(Collected data)
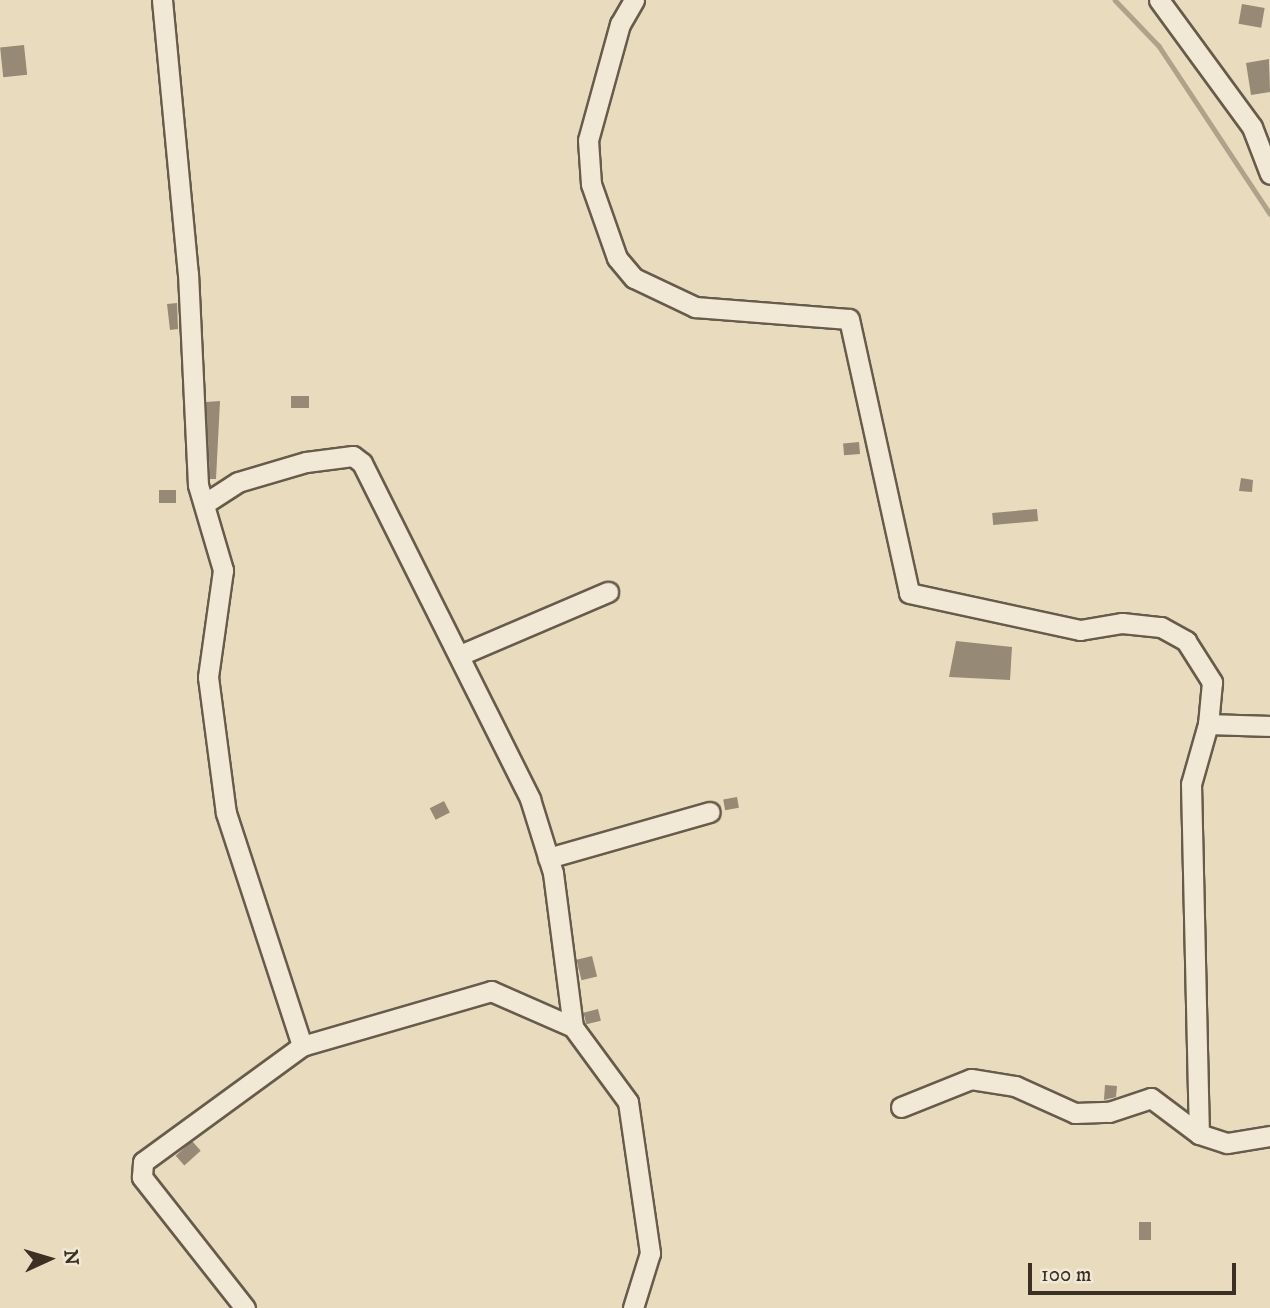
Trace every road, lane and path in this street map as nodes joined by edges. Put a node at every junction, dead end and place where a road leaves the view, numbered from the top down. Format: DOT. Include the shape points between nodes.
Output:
graph roads {
  1 [pos="162,0"];
  2 [pos="634,0"];
  3 [pos="1158,0"];
  4 [pos="1270,173"];
  5 [pos="204,504"];
  6 [pos="608,592"];
  7 [pos="460,656"];
  8 [pos="1208,724"];
  9 [pos="1270,726"];
  10 [pos="710,812"];
  11 [pos="548,858"];
  12 [pos="573,1027"];
  13 [pos="302,1045"];
  14 [pos="901,1107"];
  15 [pos="1199,1134"];
  16 [pos="1270,1136"];
  17 [pos="245,1308"];
  18 [pos="633,1308"];
  1 -- 5 [label="street"];
  2 -- 8 [label="street" via="620,24 588,140 591,184 617,258 634,278 695,307 849,319 909,593 930,603 1080,630 1122,623 1161,627 1186,641 1212,682"];
  3 -- 4 [label="street" via="1252,127"];
  5 -- 7 [label="street" via="238,482 353,456 362,463"];
  5 -- 13 [label="street" via="223,570 208,677 226,813"];
  6 -- 7 [label="street"];
  7 -- 11 [label="street" via="530,799"];
  8 -- 9 [label="street"];
  8 -- 15 [label="street" via="1191,784"];
  10 -- 11 [label="street"];
  11 -- 12 [label="street"];
  12 -- 13 [label="street" via="491,991"];
  12 -- 18 [label="street" via="628,1102 650,1253"];
  13 -- 17 [label="street" via="143,1162 142,1177"];
  14 -- 15 [label="street" via="971,1079 1015,1086 1075,1113 1109,1112 1151,1098"];
  15 -- 16 [label="street" via="1227,1143"];
}
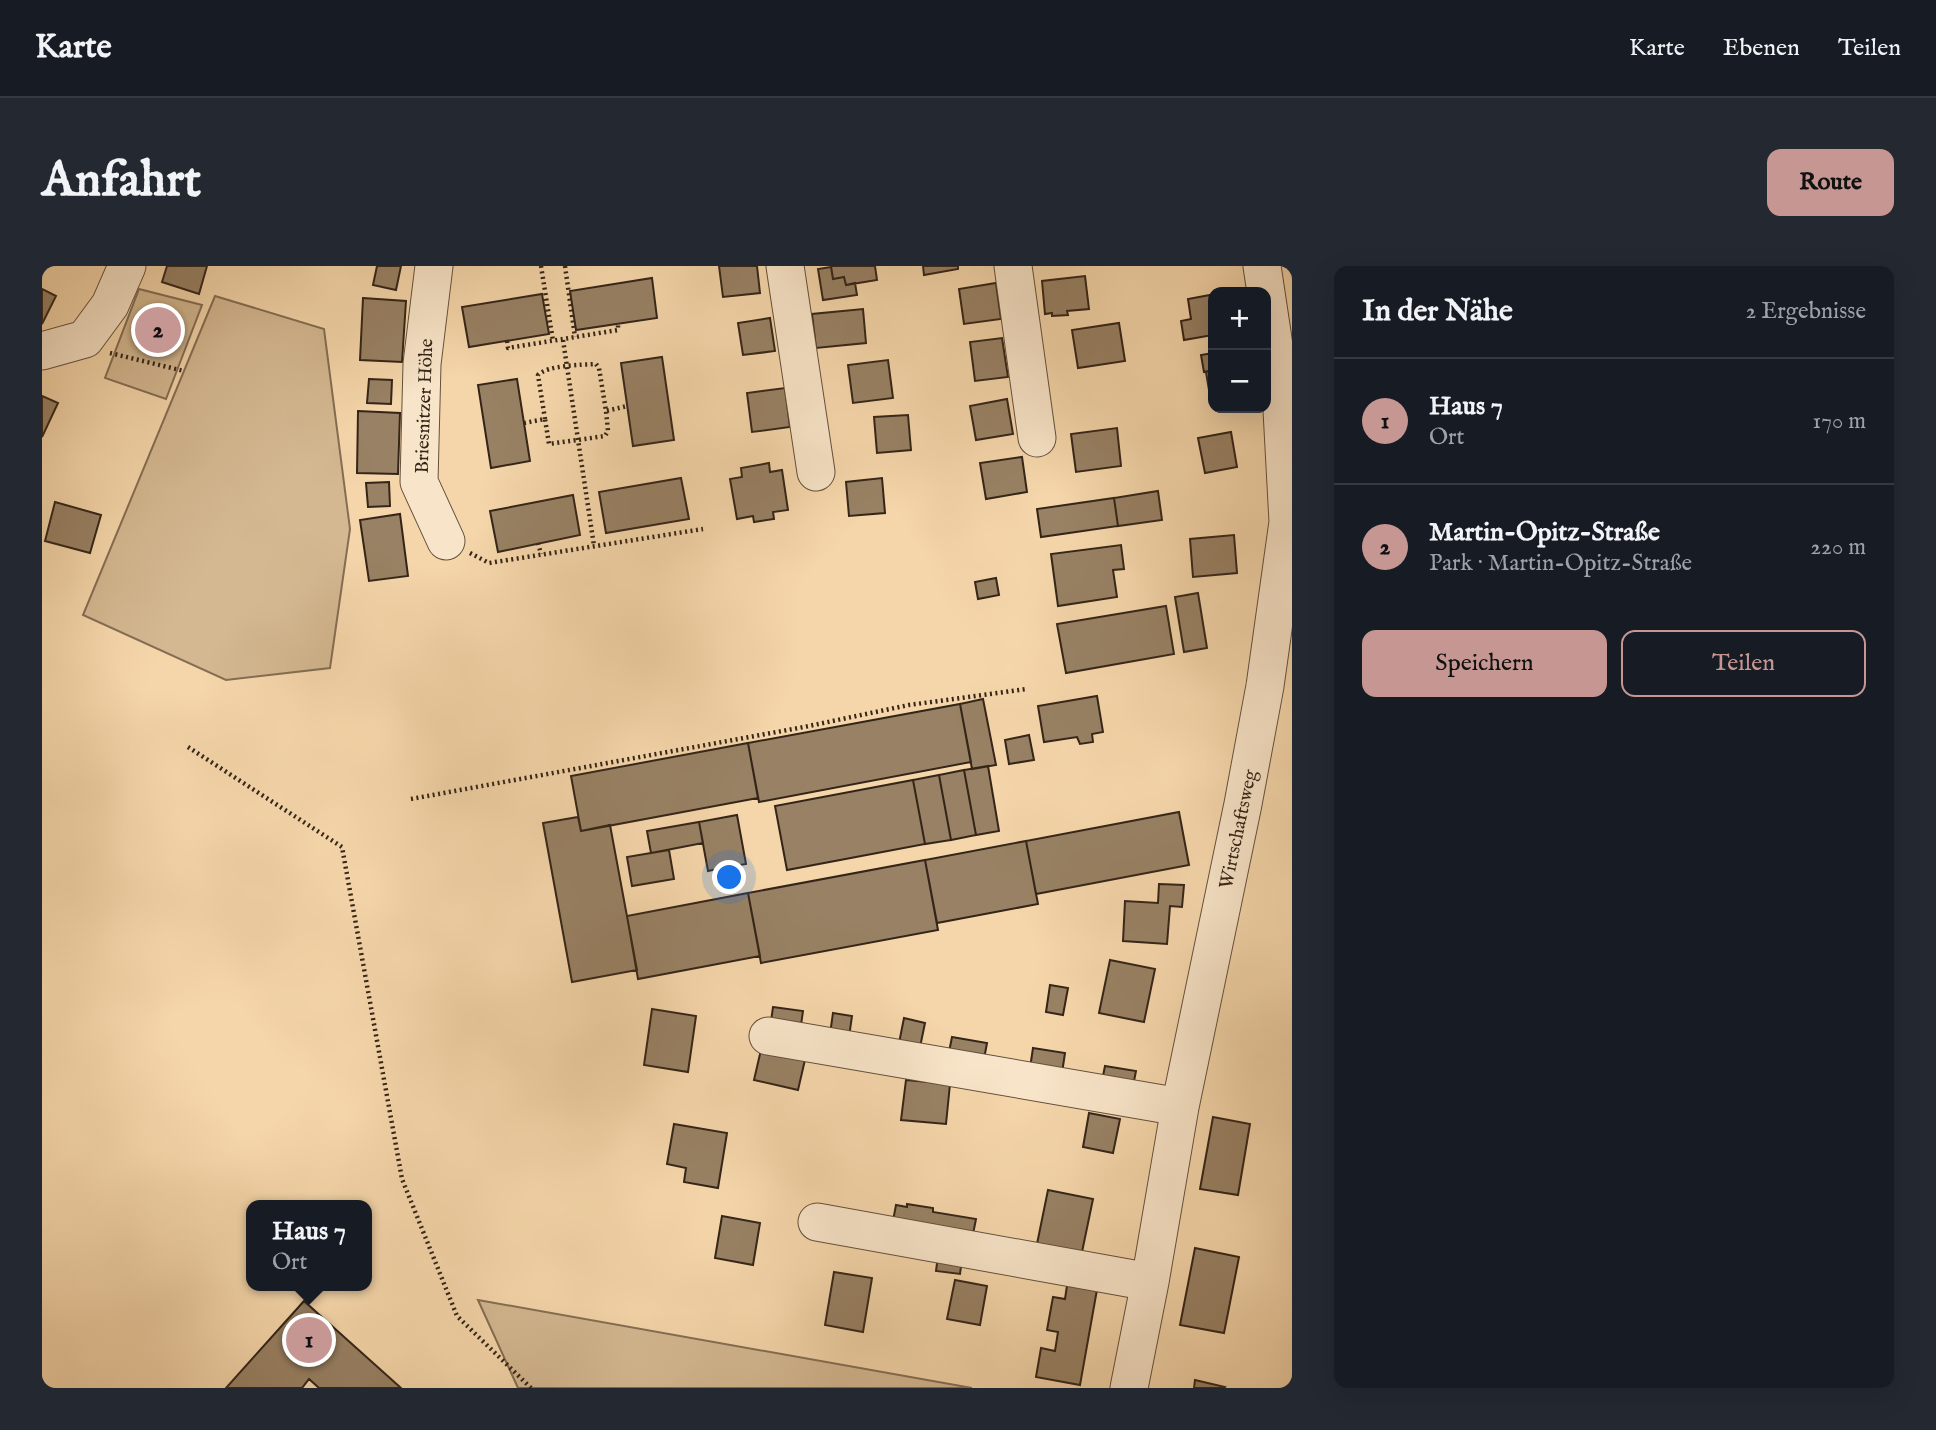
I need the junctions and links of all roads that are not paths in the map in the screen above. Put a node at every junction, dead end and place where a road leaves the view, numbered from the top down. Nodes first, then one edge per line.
1 (127, 266) edge
2 (434, 266) edge
3 (785, 266) edge
4 (1013, 266) edge
5 (1262, 266) edge
6 (42, 351) edge
7 (1037, 438) dead end
8 (816, 472) dead end
9 (446, 541) road end
10 (768, 1036) dead end
11 (1180, 1107) junction
12 (817, 1222) dead end
13 (1150, 1282) junction
14 (1129, 1388) edge

1 - 6 street
2 - 9 street, Briesnitzer Höhe
3 - 8 street
4 - 7 street
5 - 11 street, Wirtschaftsweg
10 - 11 street
11 - 13 street, Wirtschaftsweg
12 - 13 street
13 - 14 street, Wirtschaftsweg

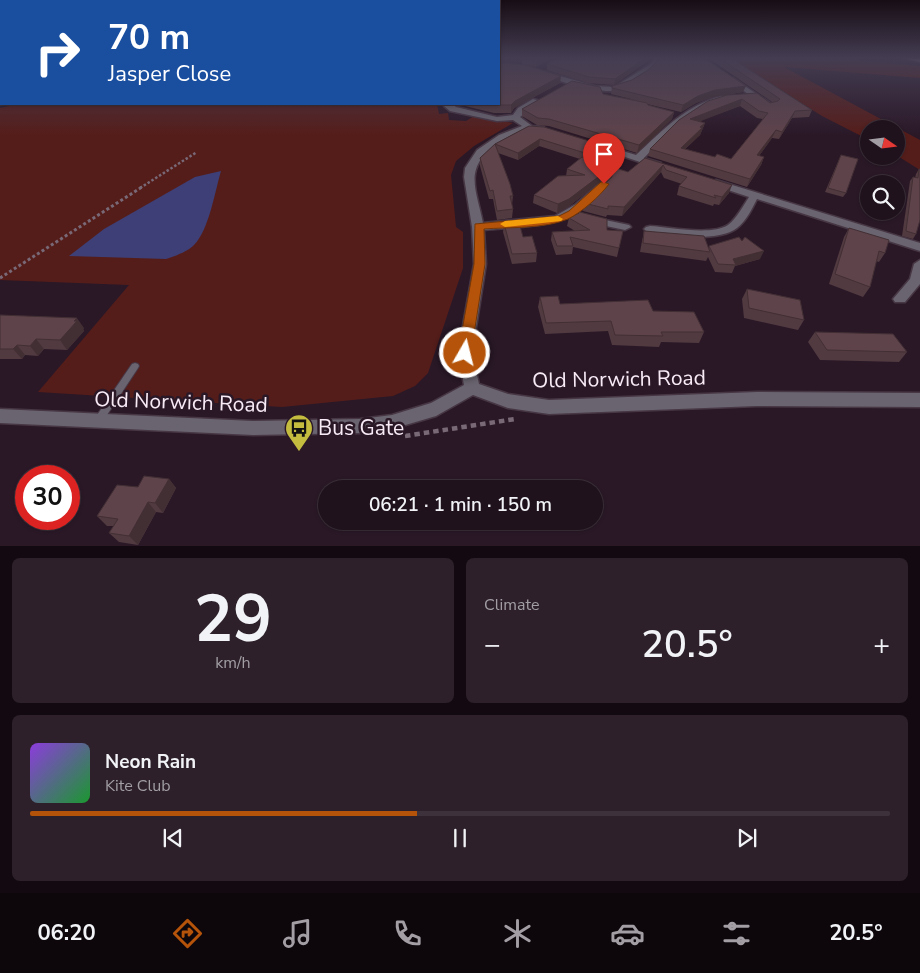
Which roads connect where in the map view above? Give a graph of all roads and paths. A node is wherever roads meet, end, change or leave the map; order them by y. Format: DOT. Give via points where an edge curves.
graph roads {
  1 [pos="569,83"];
  2 [pos="576,83"];
  3 [pos="626,83"];
  4 [pos="738,83"];
  5 [pos="563,86"];
  6 [pos="546,96"];
  7 [pos="756,96"];
  8 [pos="731,97"];
  9 [pos="744,97"];
  10 [pos="448,105"];
  11 [pos="770,106"];
  12 [pos="515,117"];
  13 [pos="530,127"];
  14 [pos="554,133"];
  15 [pos="582,141"];
  16 [pos="197,152"];
  17 [pos="638,159"];
  18 [pos="665,167"];
  19 [pos="701,178"];
  20 [pos="604,184"];
  21 [pos="755,195"];
  22 [pos="572,213"];
  23 [pos="478,227"];
  24 [pos="625,227"];
  25 [pos="650,228"];
  26 [pos="920,247"];
  27 [pos="920,264"];
  28 [pos="0,278"];
  29 [pos="900,299"];
  30 [pos="135,366"];
  31 [pos="472,388"];
  32 [pos="920,400"];
  33 [pos="0,416"];
  34 [pos="519,418"];
  35 [pos="98,421"];
  36 [pos="395,434"];
  1 -- 5 [label="street"];
  2 -- 3 [label="street" via="605,93"];
  4 -- 7 [label="street"];
  6 -- 12 [label="street"];
  7 -- 9 [label="street"];
  7 -- 11 [label="street"];
  8 -- 17 [label="street" via="706,102 678,116"];
  10 -- 12 [label="street" via="453,109 497,119"];
  12 -- 13 [label="street"];
  13 -- 14 [label="street"];
  13 -- 23 [label="street" via="496,141 474,159 469,177"];
  15 -- 17 [label="street"];
  16 -- 28 [label="path"];
  17 -- 18 [label="street"];
  19 -- 21 [label="street"];
  20 -- 22 [label="street"];
  21 -- 25 [label="street" via="728,230 690,237"];
  21 -- 26 [label="street"];
  22 -- 23 [label="street" via="551,220"];
  22 -- 24 [label="street"];
  23 -- 31 [label="street" via="480,264 465,353"];
  27 -- 29 [label="street" via="916,280"];
  30 -- 35 [label="lane"];
  31 -- 32 [label="street, Old Norwich Road" via="508,400 549,407 757,399"];
  31 -- 35 [label="street, Old Norwich Road" via="436,409 392,422 360,426 253,428"];
  33 -- 35 [label="street, Old Norwich Road"];
  34 -- 36 [label="path" via="403,436"];
}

■ **WORK INSTRUCTIONS**:
The copy you output must match the entries above exactly, except that it has no pictures.

■ **YOUR SOLUTION**:
Trace every road, lane and path in this street map as nodes joined by edges. Put a node at every junction, dead end and place where a road leaves the view, numbered from the top down. Format: DOT. Include the shape points between nodes.
Output:
graph roads {
  1 [pos="162,0"];
  2 [pos="634,0"];
  3 [pos="1158,0"];
  4 [pos="1270,173"];
  5 [pos="204,504"];
  6 [pos="608,592"];
  7 [pos="460,656"];
  8 [pos="1208,724"];
  9 [pos="1270,726"];
  10 [pos="710,812"];
  11 [pos="548,858"];
  12 [pos="573,1027"];
  13 [pos="302,1045"];
  14 [pos="901,1107"];
  15 [pos="1199,1134"];
  16 [pos="1270,1136"];
  17 [pos="245,1308"];
  18 [pos="633,1308"];
  1 -- 5 [label="street"];
  2 -- 8 [label="street" via="620,24 588,140 591,184 617,258 634,278 695,307 849,319 909,593 930,603 1080,630 1122,623 1161,627 1186,641 1212,682"];
  3 -- 4 [label="street" via="1252,127"];
  5 -- 7 [label="street" via="238,482 353,456 362,463"];
  5 -- 13 [label="street" via="223,570 208,677 226,813"];
  6 -- 7 [label="street"];
  7 -- 11 [label="street" via="530,799"];
  8 -- 9 [label="street"];
  8 -- 15 [label="street" via="1191,784"];
  10 -- 11 [label="street"];
  11 -- 12 [label="street"];
  12 -- 13 [label="street" via="491,991"];
  12 -- 18 [label="street" via="628,1102 650,1253"];
  13 -- 17 [label="street" via="143,1162 142,1177"];
  14 -- 15 [label="street" via="971,1079 1015,1086 1075,1113 1109,1112 1151,1098"];
  15 -- 16 [label="street" via="1227,1143"];
}
I need the junctions and links of all roads that are not paths in the map in the screen above. Put a node at every junction, dead end and place where a road leaves the view, numbered from the top down. Nodes first, then one edge per line.
1 (127, 266) edge
2 (434, 266) edge
3 (785, 266) edge
4 (1013, 266) edge
5 (1262, 266) edge
6 (42, 351) edge
7 (1037, 438) dead end
8 (816, 472) dead end
9 (446, 541) road end
10 (768, 1036) dead end
11 (1180, 1107) junction
12 (817, 1222) dead end
13 (1150, 1282) junction
14 (1129, 1388) edge

1 - 6 street
2 - 9 street, Briesnitzer Höhe
3 - 8 street
4 - 7 street
5 - 11 street, Wirtschaftsweg
10 - 11 street
11 - 13 street, Wirtschaftsweg
12 - 13 street
13 - 14 street, Wirtschaftsweg

Which roads connect where in the map view above? Give a graph of all roads and paths. A node is wherever roads meet, end, change or leave the map; order them by y. Format: DOT. Give via points where an edge curves.
graph roads {
  1 [pos="569,83"];
  2 [pos="576,83"];
  3 [pos="626,83"];
  4 [pos="738,83"];
  5 [pos="563,86"];
  6 [pos="546,96"];
  7 [pos="756,96"];
  8 [pos="731,97"];
  9 [pos="744,97"];
  10 [pos="448,105"];
  11 [pos="770,106"];
  12 [pos="515,117"];
  13 [pos="530,127"];
  14 [pos="554,133"];
  15 [pos="582,141"];
  16 [pos="197,152"];
  17 [pos="638,159"];
  18 [pos="665,167"];
  19 [pos="701,178"];
  20 [pos="604,184"];
  21 [pos="755,195"];
  22 [pos="572,213"];
  23 [pos="478,227"];
  24 [pos="625,227"];
  25 [pos="650,228"];
  26 [pos="920,247"];
  27 [pos="920,264"];
  28 [pos="0,278"];
  29 [pos="900,299"];
  30 [pos="135,366"];
  31 [pos="472,388"];
  32 [pos="920,400"];
  33 [pos="0,416"];
  34 [pos="519,418"];
  35 [pos="98,421"];
  36 [pos="395,434"];
  1 -- 5 [label="street"];
  2 -- 3 [label="street" via="605,93"];
  4 -- 7 [label="street"];
  6 -- 12 [label="street"];
  7 -- 9 [label="street"];
  7 -- 11 [label="street"];
  8 -- 17 [label="street" via="706,102 678,116"];
  10 -- 12 [label="street" via="453,109 497,119"];
  12 -- 13 [label="street"];
  13 -- 14 [label="street"];
  13 -- 23 [label="street" via="496,141 474,159 469,177"];
  15 -- 17 [label="street"];
  16 -- 28 [label="path"];
  17 -- 18 [label="street"];
  19 -- 21 [label="street"];
  20 -- 22 [label="street"];
  21 -- 25 [label="street" via="728,230 690,237"];
  21 -- 26 [label="street"];
  22 -- 23 [label="street" via="551,220"];
  22 -- 24 [label="street"];
  23 -- 31 [label="street" via="480,264 465,353"];
  27 -- 29 [label="street" via="916,280"];
  30 -- 35 [label="lane"];
  31 -- 32 [label="street, Old Norwich Road" via="508,400 549,407 757,399"];
  31 -- 35 [label="street, Old Norwich Road" via="436,409 392,422 360,426 253,428"];
  33 -- 35 [label="street, Old Norwich Road"];
  34 -- 36 [label="path" via="403,436"];
}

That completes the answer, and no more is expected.